So you can imagine my horror when, just a week after I arrived, I discovered that NYC Audubon – a bird-conservation group – had announced the latest stage of its ‘lights out’ project. This involves encouraging NYC’s most iconic skyscrapers to switch their lights off at night in order to prevent migratory birds from smashing into them. Having survived the Depression and Islamist terrorism, is NYC really going to dim its lights and bow down before some sparrows?

NYC Audubon is a non-profit environmental organisation, set up in 1979 and named in honour of John James Audubon, a French-American ornithologist and naturalist who catalogued the birds of North America. Its mission is to protect the wild birds and their habitats in the five boroughs of New York City. It envisions a day when ‘birds and people in the five boroughs enjoy a healthy, liveable habitat’.

NYC Audubon is calling on the owners of and tenants in high-rise buildings to ‘turn off lights on unoccupied floors or unused space between midnight and dawn’, as BBC News reported last week. Apparently the lights disorientate migrating birds. It also wants late-night workers to draw their blinds and use table lamps instead of ceiling-mounted lights – making the already depressing prospect of working late even more so.

NYC Audubon’s scheme follows in the footsteps of other bird-saving initiatives, such as the ‘Fatal Light Awareness Programme’ (or FLAP). All of them are concerned with the alleged threat posed by high-rise buildings. ‘Across North America, more birds die from collisions each year than succumbed to the Exxon Valdez oil spill’, said NYC Audubon in a rather bold statement last week.

NYC Audubon has managed to convince the owners of some of the world’s most incredible skyscrapers to switch off their lights, including the Chrysler Building, the Empire State and the Rockefeller Centre – the same Rockefeller Centre that went up in 1930 as a 22-acre, 19-building laugh in the face of economic downturn. The centre was the creator of jobs and livelihoods for thousands, financed by a man who truly loved this city, John D Rockefeller Jr. He is surely turning in his grave now that his glowing beacon of survival in the face of adversity is being dimmed for the benefit of migrating birds.

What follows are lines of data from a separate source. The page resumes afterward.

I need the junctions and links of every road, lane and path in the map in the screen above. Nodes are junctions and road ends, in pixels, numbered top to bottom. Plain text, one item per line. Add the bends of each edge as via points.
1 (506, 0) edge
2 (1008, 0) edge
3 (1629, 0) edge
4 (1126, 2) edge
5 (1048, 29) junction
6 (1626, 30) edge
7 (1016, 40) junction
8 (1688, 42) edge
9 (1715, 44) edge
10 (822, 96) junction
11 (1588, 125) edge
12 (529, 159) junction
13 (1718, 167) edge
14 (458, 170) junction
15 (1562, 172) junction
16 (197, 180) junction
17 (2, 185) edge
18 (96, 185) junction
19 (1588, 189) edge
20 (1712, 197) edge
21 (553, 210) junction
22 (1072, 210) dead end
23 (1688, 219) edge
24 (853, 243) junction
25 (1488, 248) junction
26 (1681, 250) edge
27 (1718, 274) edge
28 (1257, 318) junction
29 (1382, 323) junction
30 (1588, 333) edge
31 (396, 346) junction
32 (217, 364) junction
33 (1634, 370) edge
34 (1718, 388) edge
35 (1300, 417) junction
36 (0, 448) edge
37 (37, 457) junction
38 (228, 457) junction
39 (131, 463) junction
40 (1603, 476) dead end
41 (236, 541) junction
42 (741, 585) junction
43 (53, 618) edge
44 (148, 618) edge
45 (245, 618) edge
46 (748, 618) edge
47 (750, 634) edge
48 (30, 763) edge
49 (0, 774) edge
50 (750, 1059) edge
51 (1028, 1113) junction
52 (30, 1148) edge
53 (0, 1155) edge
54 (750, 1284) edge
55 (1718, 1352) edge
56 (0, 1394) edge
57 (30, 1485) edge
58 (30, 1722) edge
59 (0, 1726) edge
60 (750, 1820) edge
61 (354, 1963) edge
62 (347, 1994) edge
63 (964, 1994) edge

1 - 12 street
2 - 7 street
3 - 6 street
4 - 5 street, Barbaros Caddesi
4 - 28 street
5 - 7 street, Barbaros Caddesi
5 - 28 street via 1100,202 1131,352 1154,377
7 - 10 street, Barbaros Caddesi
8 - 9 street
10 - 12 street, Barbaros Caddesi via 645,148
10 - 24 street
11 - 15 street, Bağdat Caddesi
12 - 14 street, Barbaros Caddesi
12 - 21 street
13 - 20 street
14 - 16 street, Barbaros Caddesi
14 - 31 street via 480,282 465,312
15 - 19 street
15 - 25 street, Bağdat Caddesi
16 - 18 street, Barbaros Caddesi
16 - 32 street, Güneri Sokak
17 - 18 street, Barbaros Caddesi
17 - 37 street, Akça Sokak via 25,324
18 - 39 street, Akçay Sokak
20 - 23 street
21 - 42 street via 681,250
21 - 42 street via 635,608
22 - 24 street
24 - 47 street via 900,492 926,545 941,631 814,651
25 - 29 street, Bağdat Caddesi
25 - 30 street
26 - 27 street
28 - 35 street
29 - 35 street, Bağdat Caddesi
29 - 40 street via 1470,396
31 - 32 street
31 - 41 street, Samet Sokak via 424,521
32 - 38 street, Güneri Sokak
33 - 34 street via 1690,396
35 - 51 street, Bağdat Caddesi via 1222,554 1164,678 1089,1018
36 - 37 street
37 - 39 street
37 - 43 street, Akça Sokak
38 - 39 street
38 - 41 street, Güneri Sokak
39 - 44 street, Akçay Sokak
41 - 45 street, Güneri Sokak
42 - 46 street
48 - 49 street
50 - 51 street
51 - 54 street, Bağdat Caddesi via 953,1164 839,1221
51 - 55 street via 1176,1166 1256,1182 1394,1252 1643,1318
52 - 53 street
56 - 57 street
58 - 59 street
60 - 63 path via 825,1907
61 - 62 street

The reasoning behind this project is that many birds, particularly in foggy or wet weather, fly at low altitudes, become dazzled by the artificial lights, and end up crashing into the giant glass-and-steel structures. But is this actually true? How great is the skyscraper threat to birds? The short answer is: we don’t know. The most striking aspect of this story is that the evidence is paltry; the scheme seems largely built on speculation. As the BBC put it: ‘[T]here is no direct evidence. [But] anecdotal evidence seems to suggest that at night… birds fly at lower altitudes, leaving them more vulnerable to flying into well-lit, glass-fronted high buildings.’ So the city that never sleeps is going to be sent to bed early on the basis of anecdotes?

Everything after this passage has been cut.